WORK INSTRUCTION –
Your answer should consist of the lines in the listing that hold "SEMARANG".

MATERIAL FOR THIS TASK –
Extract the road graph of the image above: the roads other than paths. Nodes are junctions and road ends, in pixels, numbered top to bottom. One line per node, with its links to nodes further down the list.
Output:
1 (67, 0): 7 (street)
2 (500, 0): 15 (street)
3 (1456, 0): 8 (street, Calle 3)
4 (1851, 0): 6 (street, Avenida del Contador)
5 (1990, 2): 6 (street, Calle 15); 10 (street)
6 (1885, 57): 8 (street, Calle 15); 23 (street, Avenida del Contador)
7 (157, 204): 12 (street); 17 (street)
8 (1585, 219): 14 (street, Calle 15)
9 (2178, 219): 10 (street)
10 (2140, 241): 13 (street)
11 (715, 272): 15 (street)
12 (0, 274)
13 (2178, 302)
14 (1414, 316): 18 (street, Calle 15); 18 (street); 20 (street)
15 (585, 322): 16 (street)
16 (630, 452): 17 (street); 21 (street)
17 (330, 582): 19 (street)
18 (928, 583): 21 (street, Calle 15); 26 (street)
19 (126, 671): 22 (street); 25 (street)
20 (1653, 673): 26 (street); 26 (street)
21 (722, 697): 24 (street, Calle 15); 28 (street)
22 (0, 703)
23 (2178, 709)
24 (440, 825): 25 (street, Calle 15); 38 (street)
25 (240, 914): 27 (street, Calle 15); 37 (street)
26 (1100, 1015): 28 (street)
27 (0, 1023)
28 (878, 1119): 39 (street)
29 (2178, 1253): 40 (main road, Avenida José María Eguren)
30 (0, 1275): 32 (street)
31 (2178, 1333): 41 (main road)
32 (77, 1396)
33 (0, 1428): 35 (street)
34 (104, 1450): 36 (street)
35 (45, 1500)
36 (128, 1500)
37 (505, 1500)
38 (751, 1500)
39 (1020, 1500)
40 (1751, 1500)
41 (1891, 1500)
---
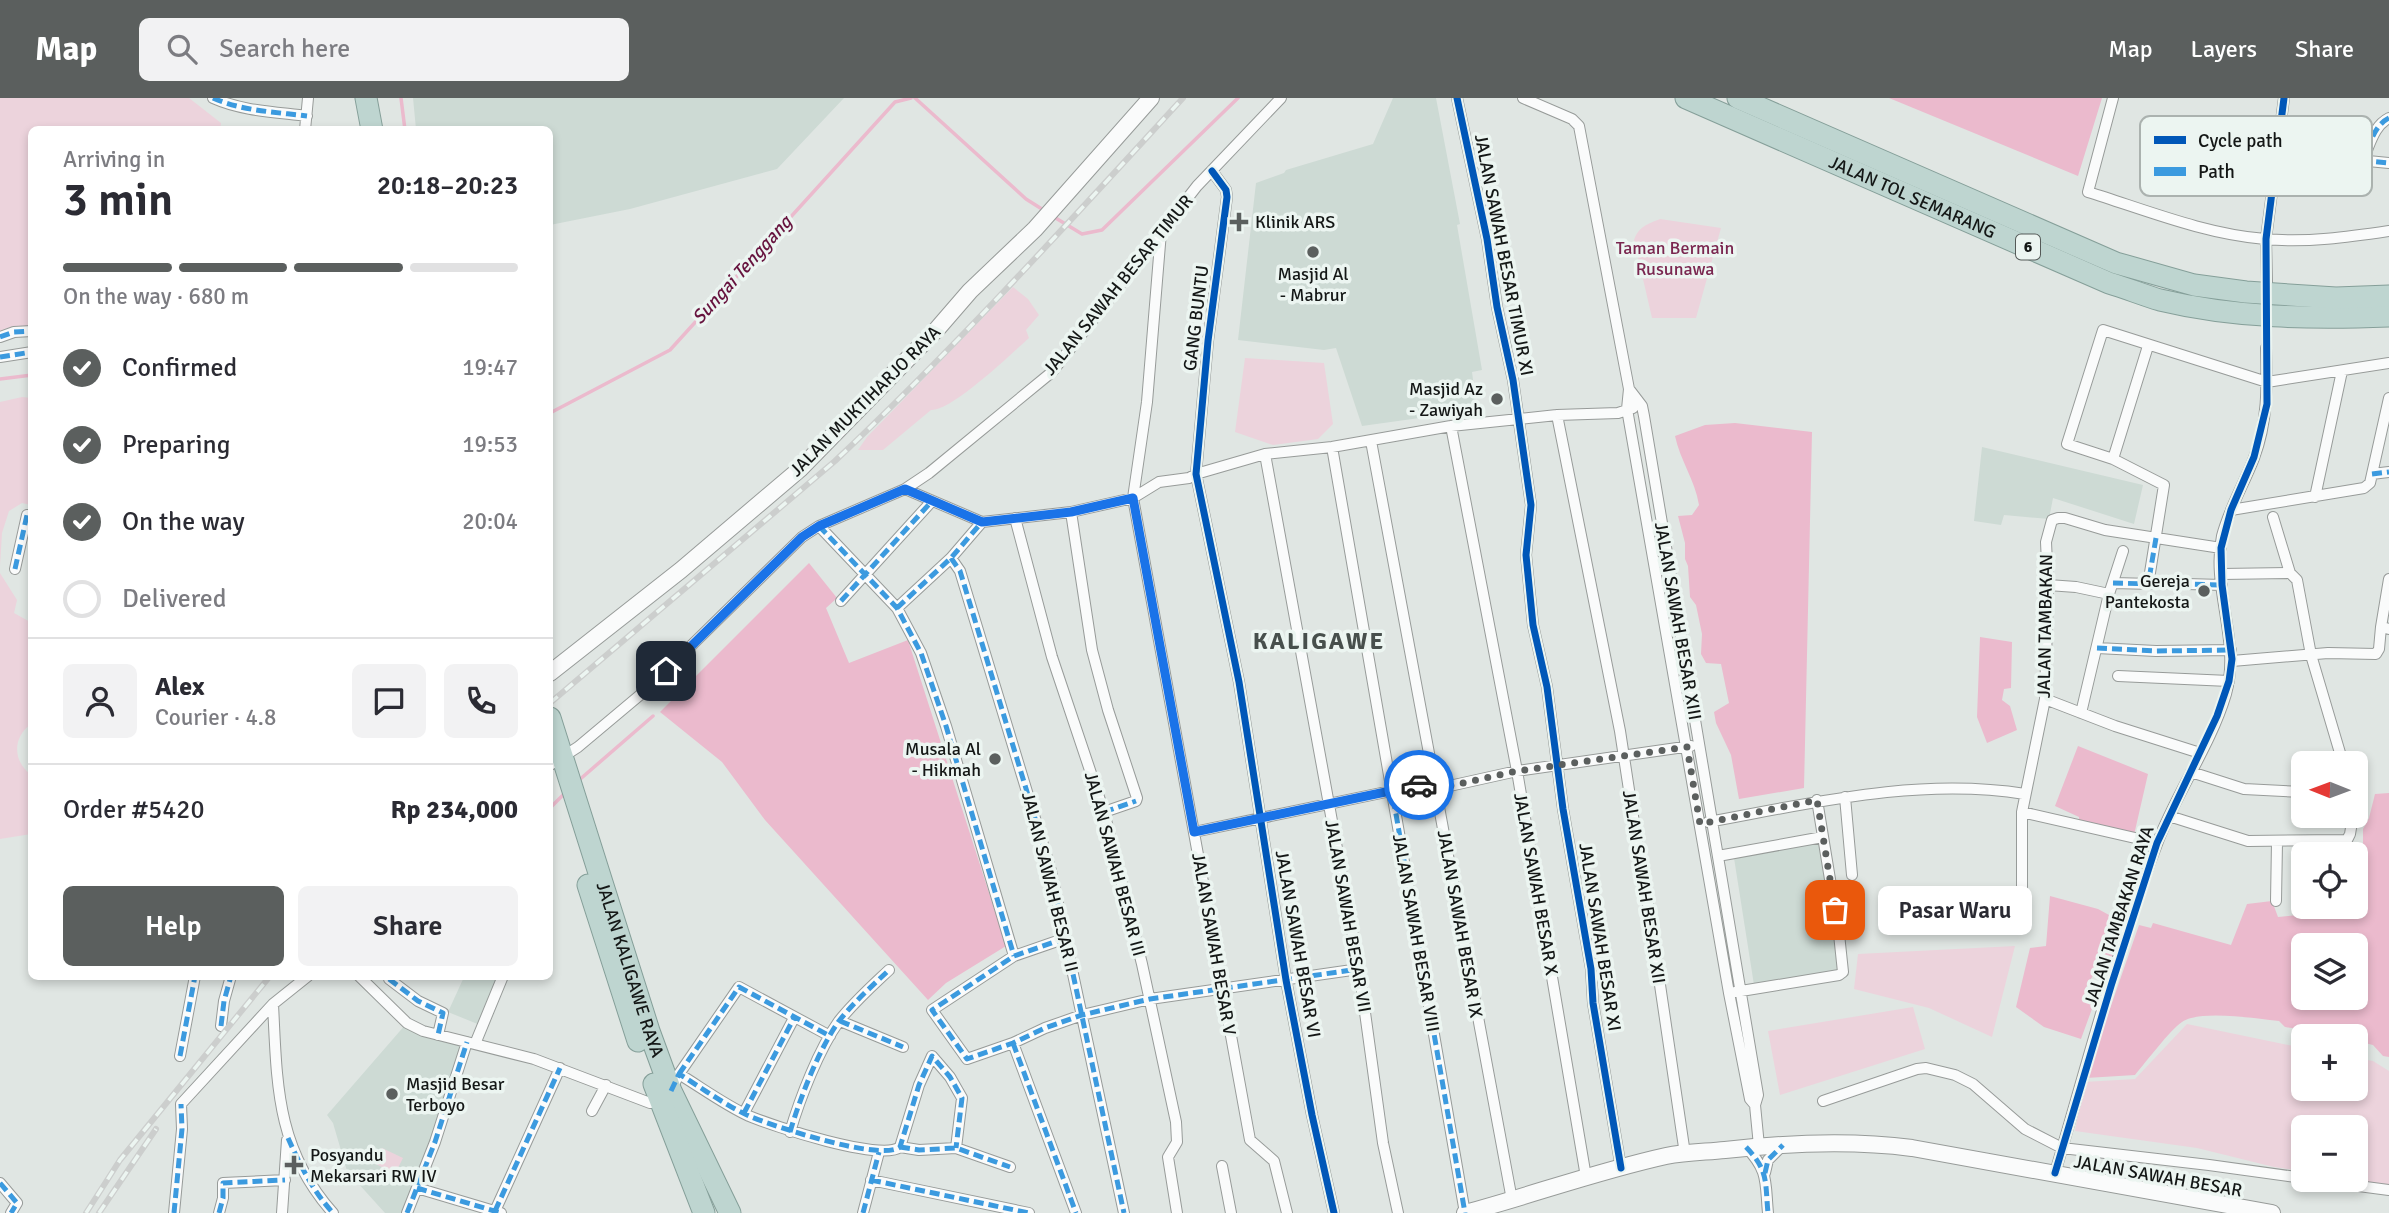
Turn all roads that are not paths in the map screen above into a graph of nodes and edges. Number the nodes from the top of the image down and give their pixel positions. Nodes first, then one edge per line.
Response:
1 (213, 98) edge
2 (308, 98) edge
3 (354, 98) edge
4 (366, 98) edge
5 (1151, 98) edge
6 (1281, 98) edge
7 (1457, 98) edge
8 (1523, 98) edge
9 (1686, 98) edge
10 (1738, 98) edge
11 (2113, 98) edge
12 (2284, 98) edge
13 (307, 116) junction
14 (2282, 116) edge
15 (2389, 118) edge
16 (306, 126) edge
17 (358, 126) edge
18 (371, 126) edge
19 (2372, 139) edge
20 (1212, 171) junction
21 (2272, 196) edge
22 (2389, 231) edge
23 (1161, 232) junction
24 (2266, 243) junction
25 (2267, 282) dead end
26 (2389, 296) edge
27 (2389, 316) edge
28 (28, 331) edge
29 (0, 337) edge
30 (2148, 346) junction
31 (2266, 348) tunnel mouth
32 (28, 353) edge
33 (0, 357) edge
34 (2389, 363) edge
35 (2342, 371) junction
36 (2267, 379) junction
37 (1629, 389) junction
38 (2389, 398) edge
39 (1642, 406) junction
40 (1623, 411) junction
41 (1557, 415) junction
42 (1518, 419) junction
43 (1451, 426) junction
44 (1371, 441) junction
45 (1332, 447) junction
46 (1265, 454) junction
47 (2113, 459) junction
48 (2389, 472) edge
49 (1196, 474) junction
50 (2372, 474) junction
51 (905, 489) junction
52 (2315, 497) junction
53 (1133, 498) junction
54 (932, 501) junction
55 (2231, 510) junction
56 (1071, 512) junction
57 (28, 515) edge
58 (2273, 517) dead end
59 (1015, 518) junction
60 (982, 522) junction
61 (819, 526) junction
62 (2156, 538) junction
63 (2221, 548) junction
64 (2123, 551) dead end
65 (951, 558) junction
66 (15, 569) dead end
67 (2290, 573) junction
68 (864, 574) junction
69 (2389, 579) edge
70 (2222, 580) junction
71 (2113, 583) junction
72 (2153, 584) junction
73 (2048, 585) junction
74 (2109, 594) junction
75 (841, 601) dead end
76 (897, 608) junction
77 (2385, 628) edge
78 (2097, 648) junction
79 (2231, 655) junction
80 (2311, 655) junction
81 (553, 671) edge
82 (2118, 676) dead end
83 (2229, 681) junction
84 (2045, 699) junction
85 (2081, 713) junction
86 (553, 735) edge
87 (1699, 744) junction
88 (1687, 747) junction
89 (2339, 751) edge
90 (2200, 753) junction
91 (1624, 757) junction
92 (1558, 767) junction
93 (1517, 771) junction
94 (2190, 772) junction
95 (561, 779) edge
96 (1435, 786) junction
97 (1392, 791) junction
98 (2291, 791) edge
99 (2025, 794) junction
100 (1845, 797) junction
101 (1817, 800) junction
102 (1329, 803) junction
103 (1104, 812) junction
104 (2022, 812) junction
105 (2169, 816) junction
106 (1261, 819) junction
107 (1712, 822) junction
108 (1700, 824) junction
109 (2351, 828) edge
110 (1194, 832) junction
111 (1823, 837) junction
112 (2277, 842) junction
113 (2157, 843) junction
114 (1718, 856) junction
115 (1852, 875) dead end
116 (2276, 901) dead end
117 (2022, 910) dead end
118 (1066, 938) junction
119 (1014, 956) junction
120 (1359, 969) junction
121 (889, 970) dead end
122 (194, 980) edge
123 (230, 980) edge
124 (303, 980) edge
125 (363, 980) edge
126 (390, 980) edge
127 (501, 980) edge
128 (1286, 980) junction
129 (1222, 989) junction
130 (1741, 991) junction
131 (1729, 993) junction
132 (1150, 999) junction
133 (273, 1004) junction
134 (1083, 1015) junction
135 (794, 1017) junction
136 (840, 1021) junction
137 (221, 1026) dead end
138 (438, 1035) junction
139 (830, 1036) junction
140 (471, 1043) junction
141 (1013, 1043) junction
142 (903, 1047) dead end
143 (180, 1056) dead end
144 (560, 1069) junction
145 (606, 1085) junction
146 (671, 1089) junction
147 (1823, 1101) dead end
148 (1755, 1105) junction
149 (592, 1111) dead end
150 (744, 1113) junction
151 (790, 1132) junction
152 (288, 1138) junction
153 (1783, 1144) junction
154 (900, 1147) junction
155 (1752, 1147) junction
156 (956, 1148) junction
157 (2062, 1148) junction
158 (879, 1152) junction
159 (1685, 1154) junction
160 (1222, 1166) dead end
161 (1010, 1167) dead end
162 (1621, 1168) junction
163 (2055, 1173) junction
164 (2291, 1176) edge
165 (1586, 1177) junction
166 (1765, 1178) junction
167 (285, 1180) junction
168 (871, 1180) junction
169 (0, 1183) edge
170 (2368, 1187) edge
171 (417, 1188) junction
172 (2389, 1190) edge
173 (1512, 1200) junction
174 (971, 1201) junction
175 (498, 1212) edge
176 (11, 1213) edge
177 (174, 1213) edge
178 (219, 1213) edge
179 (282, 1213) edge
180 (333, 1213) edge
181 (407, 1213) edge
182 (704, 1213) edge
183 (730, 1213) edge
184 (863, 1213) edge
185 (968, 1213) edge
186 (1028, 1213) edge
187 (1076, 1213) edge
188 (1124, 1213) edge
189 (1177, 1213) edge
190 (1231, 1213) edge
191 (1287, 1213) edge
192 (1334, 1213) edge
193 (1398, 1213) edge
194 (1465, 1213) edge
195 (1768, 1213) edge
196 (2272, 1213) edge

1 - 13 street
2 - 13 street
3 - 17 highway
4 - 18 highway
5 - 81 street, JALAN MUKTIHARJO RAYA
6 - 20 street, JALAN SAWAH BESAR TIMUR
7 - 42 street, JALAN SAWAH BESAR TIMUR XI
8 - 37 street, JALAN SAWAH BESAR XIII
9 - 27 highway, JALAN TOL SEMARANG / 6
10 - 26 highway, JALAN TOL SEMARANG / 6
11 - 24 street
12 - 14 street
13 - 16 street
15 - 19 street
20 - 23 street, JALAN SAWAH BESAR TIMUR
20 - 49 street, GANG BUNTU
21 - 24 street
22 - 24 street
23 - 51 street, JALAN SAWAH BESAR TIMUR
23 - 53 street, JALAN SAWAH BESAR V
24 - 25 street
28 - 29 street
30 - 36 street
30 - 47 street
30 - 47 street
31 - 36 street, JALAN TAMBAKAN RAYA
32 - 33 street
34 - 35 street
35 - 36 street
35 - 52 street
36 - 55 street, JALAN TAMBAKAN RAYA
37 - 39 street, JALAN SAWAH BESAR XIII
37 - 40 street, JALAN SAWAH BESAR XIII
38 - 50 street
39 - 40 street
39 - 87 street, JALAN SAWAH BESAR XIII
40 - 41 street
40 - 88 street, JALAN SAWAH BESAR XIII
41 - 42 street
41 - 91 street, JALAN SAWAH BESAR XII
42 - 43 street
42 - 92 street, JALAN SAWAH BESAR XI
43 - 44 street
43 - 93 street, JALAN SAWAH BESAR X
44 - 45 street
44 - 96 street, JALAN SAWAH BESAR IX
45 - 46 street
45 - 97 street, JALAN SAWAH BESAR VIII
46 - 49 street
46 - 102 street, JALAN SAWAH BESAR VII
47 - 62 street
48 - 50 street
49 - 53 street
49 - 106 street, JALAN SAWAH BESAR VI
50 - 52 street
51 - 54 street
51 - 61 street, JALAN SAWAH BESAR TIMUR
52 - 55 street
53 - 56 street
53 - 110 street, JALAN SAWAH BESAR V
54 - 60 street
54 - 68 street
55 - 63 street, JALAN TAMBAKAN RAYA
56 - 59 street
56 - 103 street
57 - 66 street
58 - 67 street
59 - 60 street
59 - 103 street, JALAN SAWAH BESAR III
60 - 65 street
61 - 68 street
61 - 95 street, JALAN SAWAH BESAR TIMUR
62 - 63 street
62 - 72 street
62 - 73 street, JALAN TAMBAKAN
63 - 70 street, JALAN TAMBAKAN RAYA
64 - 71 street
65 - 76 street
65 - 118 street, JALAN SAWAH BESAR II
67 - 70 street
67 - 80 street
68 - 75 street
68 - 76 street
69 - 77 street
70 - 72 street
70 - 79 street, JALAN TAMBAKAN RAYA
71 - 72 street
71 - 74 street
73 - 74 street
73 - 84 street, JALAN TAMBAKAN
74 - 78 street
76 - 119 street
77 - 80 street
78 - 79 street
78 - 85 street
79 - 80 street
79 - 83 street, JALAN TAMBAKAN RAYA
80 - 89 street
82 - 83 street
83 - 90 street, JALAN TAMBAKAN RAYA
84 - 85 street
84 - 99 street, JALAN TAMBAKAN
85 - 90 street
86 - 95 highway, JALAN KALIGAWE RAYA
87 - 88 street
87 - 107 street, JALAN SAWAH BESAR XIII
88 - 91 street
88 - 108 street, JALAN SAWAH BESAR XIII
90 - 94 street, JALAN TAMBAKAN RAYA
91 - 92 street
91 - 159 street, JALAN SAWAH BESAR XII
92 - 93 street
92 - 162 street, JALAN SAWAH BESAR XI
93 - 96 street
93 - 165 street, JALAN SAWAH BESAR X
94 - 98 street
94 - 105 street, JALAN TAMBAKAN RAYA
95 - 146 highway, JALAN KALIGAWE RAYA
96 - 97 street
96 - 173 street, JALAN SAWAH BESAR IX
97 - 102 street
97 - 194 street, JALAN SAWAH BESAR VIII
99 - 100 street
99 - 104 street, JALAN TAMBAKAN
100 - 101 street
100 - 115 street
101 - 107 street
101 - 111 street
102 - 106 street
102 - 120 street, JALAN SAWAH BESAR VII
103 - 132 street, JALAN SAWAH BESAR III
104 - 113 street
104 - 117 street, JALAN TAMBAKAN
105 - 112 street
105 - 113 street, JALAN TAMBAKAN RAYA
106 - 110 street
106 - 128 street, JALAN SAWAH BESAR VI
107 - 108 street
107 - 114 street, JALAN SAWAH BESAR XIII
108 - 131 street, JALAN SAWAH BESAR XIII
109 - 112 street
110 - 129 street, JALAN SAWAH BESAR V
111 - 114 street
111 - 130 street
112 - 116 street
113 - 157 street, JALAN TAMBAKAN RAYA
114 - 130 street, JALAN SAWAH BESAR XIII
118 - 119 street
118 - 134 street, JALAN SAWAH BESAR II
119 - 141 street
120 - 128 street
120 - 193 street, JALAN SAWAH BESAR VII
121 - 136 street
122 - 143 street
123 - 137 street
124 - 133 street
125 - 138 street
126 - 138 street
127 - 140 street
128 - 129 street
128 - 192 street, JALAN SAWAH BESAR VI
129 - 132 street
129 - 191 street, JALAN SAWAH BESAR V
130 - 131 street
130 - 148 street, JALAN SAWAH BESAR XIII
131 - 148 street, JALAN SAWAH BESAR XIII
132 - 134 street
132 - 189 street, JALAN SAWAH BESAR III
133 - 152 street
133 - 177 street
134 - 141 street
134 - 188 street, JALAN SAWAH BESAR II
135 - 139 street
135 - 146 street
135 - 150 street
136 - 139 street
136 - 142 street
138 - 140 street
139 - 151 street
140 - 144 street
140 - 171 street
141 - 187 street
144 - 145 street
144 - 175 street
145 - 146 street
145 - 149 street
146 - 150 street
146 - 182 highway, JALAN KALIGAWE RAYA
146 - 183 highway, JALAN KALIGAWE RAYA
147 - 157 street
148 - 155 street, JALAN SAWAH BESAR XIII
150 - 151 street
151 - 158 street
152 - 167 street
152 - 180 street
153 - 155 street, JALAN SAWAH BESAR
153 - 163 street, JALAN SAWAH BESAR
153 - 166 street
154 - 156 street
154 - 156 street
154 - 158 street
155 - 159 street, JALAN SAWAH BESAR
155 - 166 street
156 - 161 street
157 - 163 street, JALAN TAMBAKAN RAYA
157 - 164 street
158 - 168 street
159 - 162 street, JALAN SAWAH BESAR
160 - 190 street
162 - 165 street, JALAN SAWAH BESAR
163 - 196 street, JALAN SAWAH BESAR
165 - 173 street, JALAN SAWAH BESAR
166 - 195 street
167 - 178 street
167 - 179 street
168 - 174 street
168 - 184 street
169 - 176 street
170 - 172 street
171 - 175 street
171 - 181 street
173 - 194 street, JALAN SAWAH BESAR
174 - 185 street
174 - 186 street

OUTPUT FOR THIS EXERCISE –
9 - 27 highway, JALAN TOL SEMARANG / 6
10 - 26 highway, JALAN TOL SEMARANG / 6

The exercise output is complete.